# PARiS Classifier

## Development Dataset

Load the data and the weights:

In [None]:
from shutil import copyfile
copyfile(src = "../input/fairness.py", dst = "../working/fairness.py")
import pandas as pd

In [None]:
import pickle
from fairness import read_skills

SEED = 0
WEIGHTS = pickle.load(open("../input/PARiS.pickle", "rb"))
all_skills = read_skills("../input/skills.txt")
target = "Interview"
predictors = all_skills
demographics = ["Veteran", "Female", "URM", "Disability"]
data = pd.read_csv("../input/resumes_development.csv", index_col=0)
data.head()

View the correlations between demographic features and the target variable:

In [None]:
data[[target] + demographics].corr()

In [None]:
from sklearn.model_selection import train_test_split
from sklearn.neighbors import KNeighborsClassifier
from sklearn.svm import SVC, LinearSVC
from sklearn.linear_model import LogisticRegression
from sklearn.ensemble import RandomForestClassifier
from sklearn.tree import DecisionTreeClassifier
from fairness import PARiSClassifier, evaluate_model, rank_models

In [None]:
d_train, d_test = train_test_split(data, test_size=0.5, stratify=data[target], shuffle=True, random_state=SEED)
X_train = d_train[predictors]
y_train = d_train[target]
X_test = d_test[predictors]
y_test = d_test[target]
print("Train: N = {0}, P(Interview) = {1:.5f}".format(len(X_train), y_train.mean()))
print("Test:  N = {0}, P(Interview) = {1:.5f}".format(len(X_test), y_test.mean()))

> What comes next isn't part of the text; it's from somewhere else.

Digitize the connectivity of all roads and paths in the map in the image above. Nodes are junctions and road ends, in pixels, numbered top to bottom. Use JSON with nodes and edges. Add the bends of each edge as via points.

How well would a logistic regression separate the interviewed and rejected applicants?

In [None]:
logres = LogisticRegression(solver="liblinear", penalty="l2", fit_intercept=True)
logres.fit(X_train, y_train)
evaluate_model(y_test, logres.predict(X_test))

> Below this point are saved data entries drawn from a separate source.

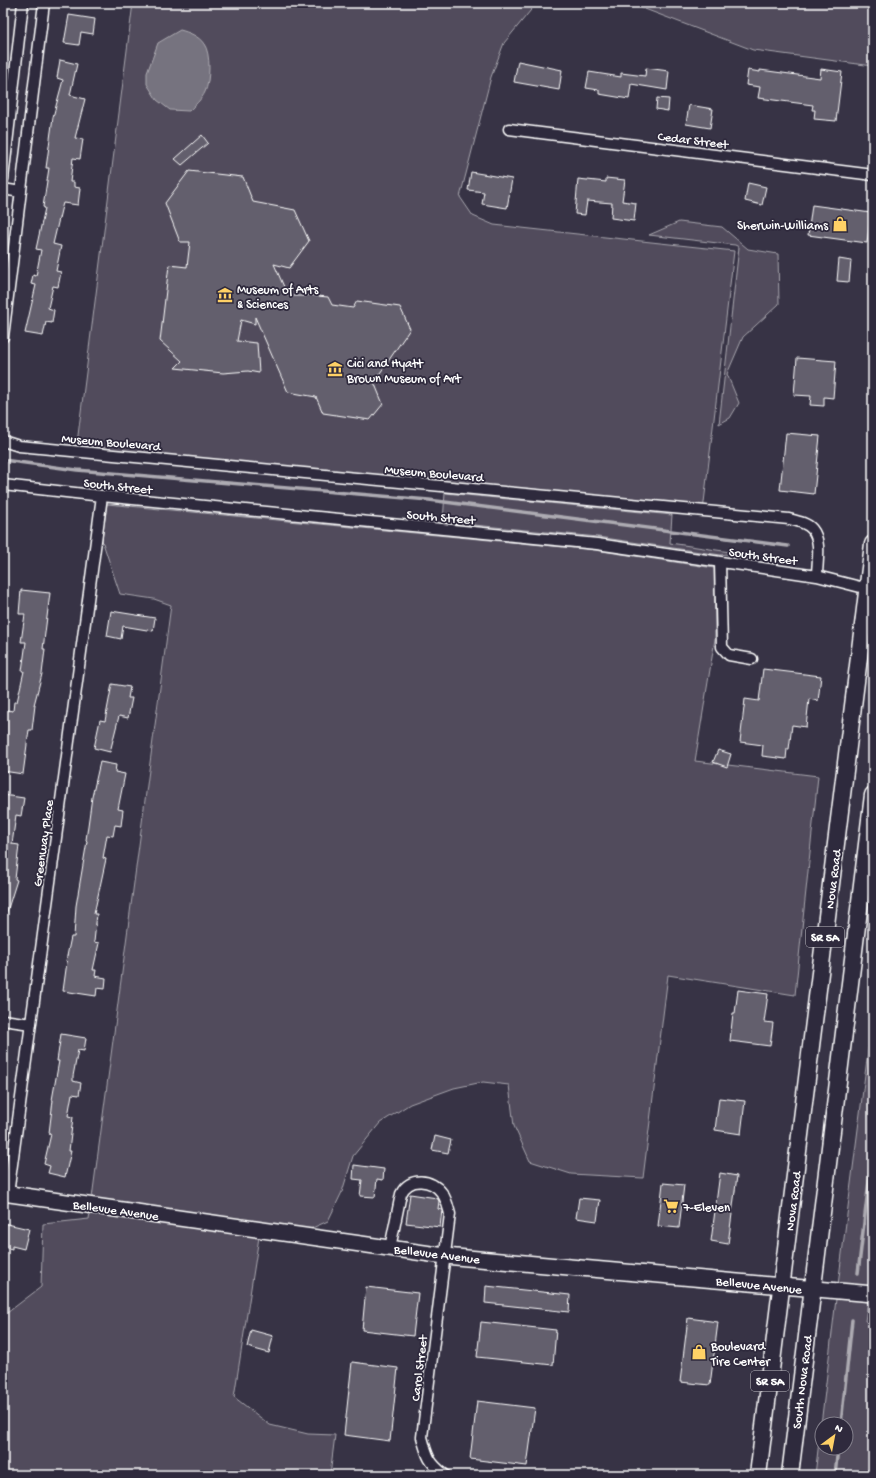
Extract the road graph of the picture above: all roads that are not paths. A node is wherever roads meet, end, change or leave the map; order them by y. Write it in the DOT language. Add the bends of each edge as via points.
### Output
graph roads {
  1 [pos="23,3"];
  2 [pos="44,3"];
  3 [pos="509,129"];
  4 [pos="873,174"];
  5 [pos="3,179"];
  6 [pos="3,189"];
  7 [pos="21,192"];
  8 [pos="3,337"];
  9 [pos="3,441"];
  10 [pos="3,485"];
  11 [pos="102,496"];
  12 [pos="873,544"];
  13 [pos="720,562"];
  14 [pos="816,576"];
  15 [pos="870,589"];
  16 [pos="752,659"];
  17 [pos="873,796"];
  18 [pos="3,1020"];
  19 [pos="31,1024"];
  20 [pos="6,1193"];
  21 [pos="390,1248"];
  22 [pos="445,1256"];
  23 [pos="781,1286"];
  24 [pos="812,1290"];
  25 [pos="873,1294"];
  26 [pos="445,1475"];
  27 [pos="758,1475"];
  28 [pos="790,1475"];
  1 -- 5 [label="street"];
  2 -- 7 [label="street"];
  3 -- 4 [label="street, Cedar Street"];
  6 -- 7 [label="street"];
  7 -- 8 [label="street"];
  9 -- 14 [label="street, Museum Boulevard" via="19,446 789,519 812,529 818,543"];
  10 -- 11 [label="street, South Street"];
  11 -- 13 [label="street, South Street" via="597,544"];
  11 -- 19 [label="street, Greenway Place"];
  12 -- 15 [label="main road, Nova Road / SR 5A"];
  13 -- 14 [label="street, South Street"];
  13 -- 16 [label="street" via="722,647 729,655"];
  14 -- 15 [label="street, South Street"];
  15 -- 23 [label="main road, Nova Road / SR 5A"];
  17 -- 24 [label="main road, SR 5A"];
  18 -- 19 [label="street"];
  19 -- 20 [label="street, Greenway Place"];
  20 -- 21 [label="street, Bellevue Avenue"];
  21 -- 22 [label="street, Bellevue Avenue"];
  21 -- 22 [label="street, Carol Street" via="400,1194 404,1187 413,1181 426,1182 434,1185 442,1193 450,1214"];
  22 -- 23 [label="street, Bellevue Avenue"];
  22 -- 26 [label="street, Carol Street" via="422,1437 426,1453 434,1466"];
  23 -- 24 [label="street, Bellevue Avenue"];
  23 -- 27 [label="main road, SR 5A"];
  24 -- 25 [label="street, Bellevue Avenue"];
  24 -- 28 [label="main road, South Nova Road / SR 5A"];
}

That's pretty good But the PARiS system can do an even better job:

In [None]:
paris = PARiSClassifier(WEIGHTS)
paris.fit(X_train, y_train)
evaluate_model(y_test, paris.predict(X_test))

Compare other models to PARiS:

In [None]:
models = []
models.append(PARiSClassifier(WEIGHTS))
models.append(LogisticRegression(solver="liblinear", penalty="l2", fit_intercept=True))
models.append(DecisionTreeClassifier())
models.append(KNeighborsClassifier(n_neighbors=3))
print("{} models".format(len(models)))

In [None]:
rdf, cols, clfs = rank_models(models, d_train, y_train, d_test, y_test, predictors, demographics)

In [None]:
rdf[cols].sort_values(by="F1", ascending=False).round(3)

## Pilot Dataset

Load the data:

In [None]:
pilot = pd.read_csv("../input/resumes_pilot.csv", index_col=0)
pilot.head()

Check the correlations:

In [None]:
pilot[[target] + demographics].corr()

In [None]:
Compare the models on the pilot data:

In [None]:
y_pilot = pilot[target]
d_pilot = pilot[predictors + demographics]
rdf, cols, clfs = rank_models(models, d_train, y_train, d_pilot, y_pilot, predictors, demographics)

In [None]:
rdf[cols].sort_values(by="F1", ascending=False).round(3)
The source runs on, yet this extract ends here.